- [Goal of the exercise] If a line in the listing includes the word "Calle", copy it out.

- [Information provided]
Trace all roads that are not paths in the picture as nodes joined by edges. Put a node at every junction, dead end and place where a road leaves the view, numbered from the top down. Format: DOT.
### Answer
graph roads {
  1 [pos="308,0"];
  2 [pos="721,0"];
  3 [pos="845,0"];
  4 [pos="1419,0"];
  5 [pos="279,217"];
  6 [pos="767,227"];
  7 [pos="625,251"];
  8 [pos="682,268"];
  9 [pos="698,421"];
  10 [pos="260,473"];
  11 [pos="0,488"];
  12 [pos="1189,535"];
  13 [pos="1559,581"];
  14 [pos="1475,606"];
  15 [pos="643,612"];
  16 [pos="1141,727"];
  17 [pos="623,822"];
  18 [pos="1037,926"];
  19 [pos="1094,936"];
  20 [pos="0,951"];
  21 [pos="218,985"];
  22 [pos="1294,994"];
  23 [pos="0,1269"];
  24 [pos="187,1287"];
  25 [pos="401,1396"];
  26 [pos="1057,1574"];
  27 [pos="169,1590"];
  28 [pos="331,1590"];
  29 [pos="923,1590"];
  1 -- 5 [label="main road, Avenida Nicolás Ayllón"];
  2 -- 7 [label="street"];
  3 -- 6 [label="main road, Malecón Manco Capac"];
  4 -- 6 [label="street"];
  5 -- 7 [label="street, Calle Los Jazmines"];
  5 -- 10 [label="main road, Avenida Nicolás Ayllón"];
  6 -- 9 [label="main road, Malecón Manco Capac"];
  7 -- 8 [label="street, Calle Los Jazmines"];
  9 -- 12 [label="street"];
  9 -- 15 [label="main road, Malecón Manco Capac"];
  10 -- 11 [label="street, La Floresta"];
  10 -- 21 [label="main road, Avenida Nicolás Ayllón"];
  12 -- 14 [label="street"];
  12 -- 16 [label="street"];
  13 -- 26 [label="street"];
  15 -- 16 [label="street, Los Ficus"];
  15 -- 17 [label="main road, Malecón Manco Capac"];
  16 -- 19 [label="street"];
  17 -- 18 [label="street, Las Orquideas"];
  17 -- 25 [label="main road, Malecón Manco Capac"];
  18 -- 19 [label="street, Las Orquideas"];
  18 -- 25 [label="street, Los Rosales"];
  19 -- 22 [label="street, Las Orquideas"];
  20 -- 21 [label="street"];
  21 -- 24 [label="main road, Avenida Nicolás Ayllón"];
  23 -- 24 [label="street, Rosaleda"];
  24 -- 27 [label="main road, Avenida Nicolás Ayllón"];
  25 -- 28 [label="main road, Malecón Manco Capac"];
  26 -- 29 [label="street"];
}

- [Solution to this problem]
  5 -- 7 [label="street, Calle Los Jazmines"];
  7 -- 8 [label="street, Calle Los Jazmines"];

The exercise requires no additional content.